February's Most Active Investors February's Most Active Investors
IMAGE CREDITS: DEPOSIT PHOTOS

February is always a brief month, but this year it proved especially slow for many prominent venture capital firms. While some continued to invest steadily, the majority recorded lower deal counts than usual. In fact, only two major players—General Catalyst and Lightspeed Venture Partners—managed more than a few deals in the U.S. startup scene. Most other firms remained quiet, taking on fewer investments than in past months.

Interestingly, General Catalyst stood out with a double-digit number of deals. This surge of activity was unusual when compared to other big-name funds that paused or downsized their February investment plans. The swift pace of General Catalyst’s activities signals that, even in a slow market, opportunities still exist for well-positioned firms.

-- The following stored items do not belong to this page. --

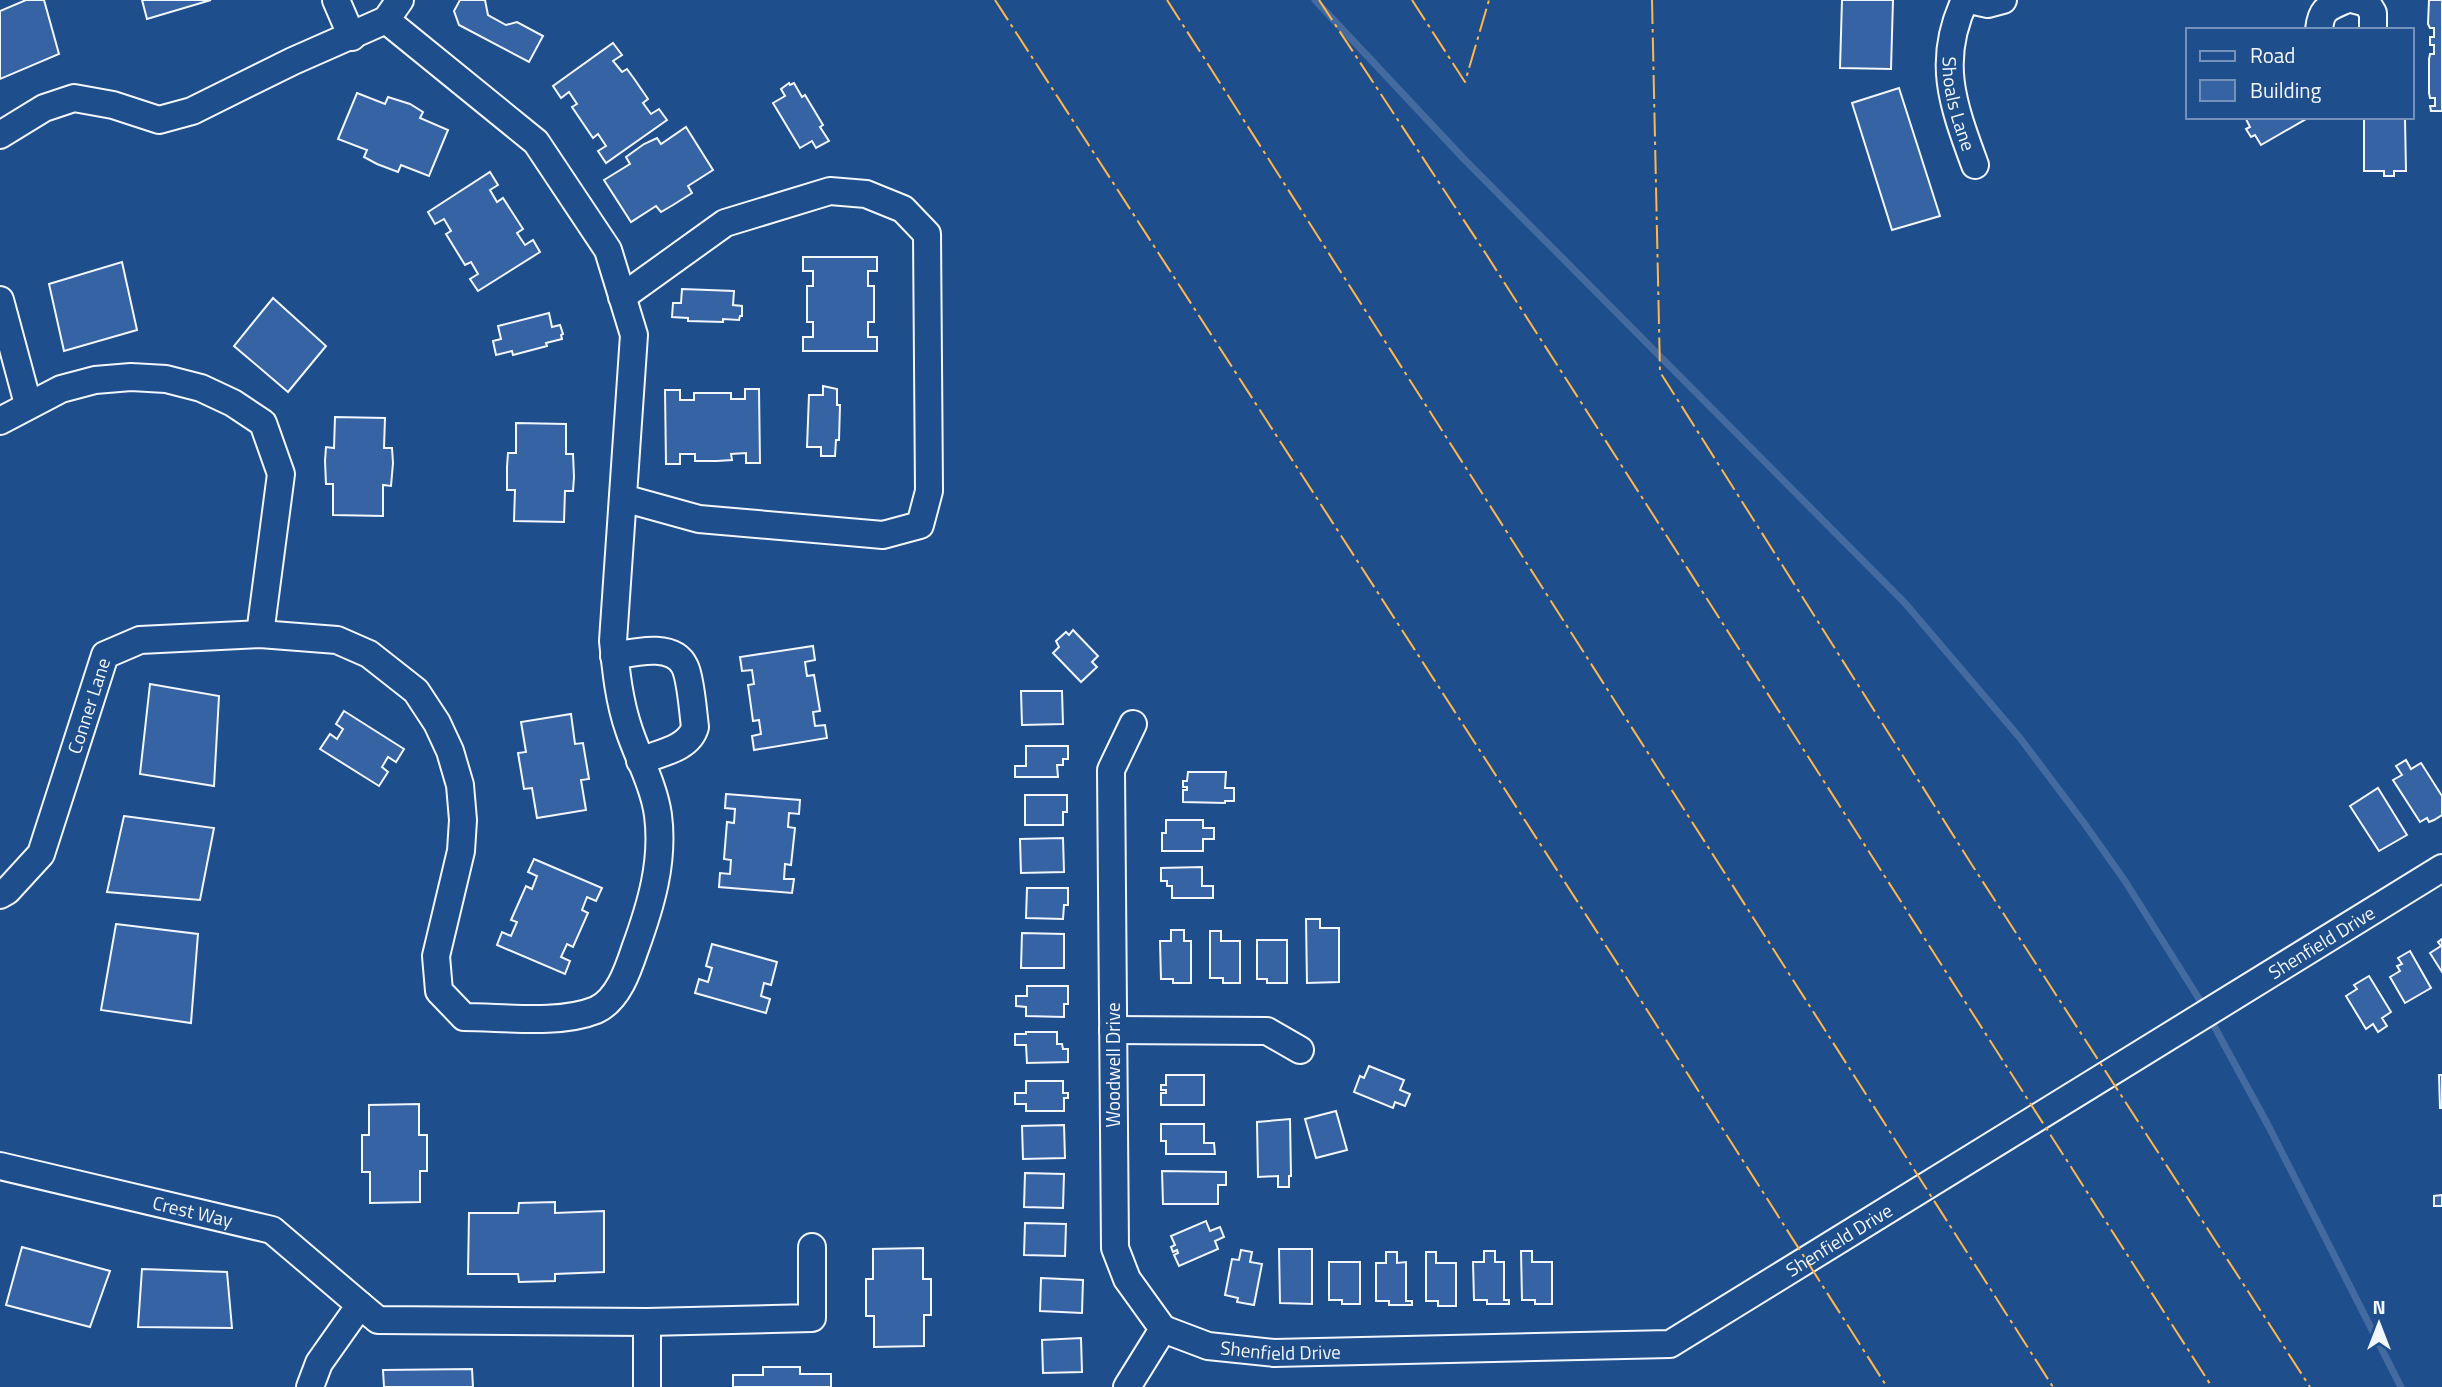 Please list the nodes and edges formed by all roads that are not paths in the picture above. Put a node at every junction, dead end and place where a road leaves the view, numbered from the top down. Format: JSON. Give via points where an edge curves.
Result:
{"nodes":[{"id":1,"x":336,"y":0,"type":"edge"},
{"id":2,"x":1968,"y":0,"type":"edge"},
{"id":3,"x":2003,"y":0,"type":"edge"},
{"id":4,"x":2359,"y":1,"type":"edge"},
{"id":5,"x":393,"y":10,"type":"edge"},
{"id":6,"x":2319,"y":28,"type":"edge"},
{"id":7,"x":2373,"y":28,"type":"edge"},
{"id":8,"x":352,"y":37,"type":"junction"},
{"id":9,"x":0,"y":135,"type":"edge"},
{"id":10,"x":1975,"y":164,"type":"dead end"},
{"id":11,"x":622,"y":297,"type":"junction"},
{"id":12,"x":0,"y":300,"type":"edge"},
{"id":13,"x":28,"y":404,"type":"junction"},
{"id":14,"x":0,"y":421,"type":"edge"},
{"id":15,"x":623,"y":498,"type":"junction"},
{"id":16,"x":260,"y":634,"type":"junction"},
{"id":17,"x":614,"y":656,"type":"junction"},
{"id":18,"x":1133,"y":724,"type":"dead end"},
{"id":19,"x":640,"y":761,"type":"junction"},
{"id":20,"x":2442,"y":868,"type":"edge"},
{"id":21,"x":0,"y":895,"type":"edge"},
{"id":22,"x":1113,"y":1030,"type":"junction"},
{"id":23,"x":1300,"y":1050,"type":"dead end"},
{"id":24,"x":0,"y":1166,"type":"edge"},
{"id":25,"x":812,"y":1247,"type":"dead end"},
{"id":26,"x":360,"y":1305,"type":"junction"},
{"id":27,"x":648,"y":1322,"type":"junction"},
{"id":28,"x":1163,"y":1329,"type":"junction"},
{"id":29,"x":310,"y":1387,"type":"edge"},
{"id":30,"x":648,"y":1387,"type":"edge"},
{"id":31,"x":1127,"y":1387,"type":"edge"}],
"edges":[{"from":1,"to":8,"type":"street"},
{"from":2,"to":3,"type":"street","name":"Shoals Lane","via":[[1988,4]]},
{"from":2,"to":10,"type":"street","name":"Shoals Lane","via":[[1955,21],[1949,46],[1954,106]]},
{"from":4,"to":6,"type":"street","via":[[2328,8],[2320,17]]},
{"from":4,"to":7,"type":"street","via":[[2373,13]]},
{"from":5,"to":8,"type":"street"},
{"from":5,"to":11,"type":"street","name":"Conner Lane","via":[[536,142],[608,250]]},
{"from":8,"to":9,"type":"street","via":[[192,111],[159,120],[113,105],[74,99],[44,108]]},
{"from":11,"to":15,"type":"street","name":"Conner Lane","via":[[634,335]]},
{"from":11,"to":15,"type":"street","via":[[725,223],[830,191],[866,194],[903,209],[927,234],[929,491],[920,525],[883,535],[699,519]]},
{"from":12,"to":13,"type":"street"},
{"from":13,"to":14,"type":"street"},
{"from":13,"to":16,"type":"street","via":[[95,380],[166,379],[201,388],[262,423],[281,474]]},
{"from":15,"to":17,"type":"street","name":"Conner Lane"},
{"from":16,"to":19,"type":"street","name":"Conner Lane","via":[[337,640],[369,654],[416,691],[437,723],[460,785],[463,820],[461,851],[436,956],[439,991],[464,1017],[573,1016],[597,1009],[613,996],[629,968],[652,905],[659,867],[658,814]]},
{"from":16,"to":21,"type":"street","name":"Conner Lane","via":[[140,640],[105,655],[41,854]]},
{"from":17,"to":19,"type":"street","name":"Conner Lane","via":[[617,685]]},
{"from":17,"to":19,"type":"street","via":[[661,651],[685,666],[695,727],[692,736]]},
{"from":18,"to":22,"type":"street","name":"Woodwell Drive","via":[[1111,770]]},
{"from":20,"to":28,"type":"street","name":"Shenfield Drive","via":[[1670,1344],[1273,1353],[1208,1346]]},
{"from":22,"to":23,"type":"street","via":[[1267,1031]]},
{"from":22,"to":28,"type":"street","name":"Woodwell Drive","via":[[1115,1248],[1127,1279]]},
{"from":24,"to":26,"type":"street","name":"Crest Way","via":[[272,1230]]},
{"from":25,"to":27,"type":"street","name":"Crest Way","via":[[812,1318]]},
{"from":26,"to":27,"type":"street","name":"Crest Way","via":[[377,1320]]},
{"from":26,"to":29,"type":"street","via":[[318,1363]]},
{"from":27,"to":30,"type":"street"},
{"from":28,"to":31,"type":"street"}]}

General Catalyst: The Power Player

General Catalyst emerged as the month’s most active participant in Venture Capital. It backed 15 different rounds for U.S.-based startups—its highest count in more than a year. This fast-paced approach was not just about quantity. General Catalyst also joined some massive funding rounds.

Most notably, it co-led a staggering $305 million investment for Together AI, alongside Saudi Arabia’s Prosperity7 Ventures. Together AI focuses on creating a cloud platform that helps developers build both open and customized artificial intelligence models. This generous backing, at a valuation of around $3.3 billion, underscores how AI remains a hot area in the startup world.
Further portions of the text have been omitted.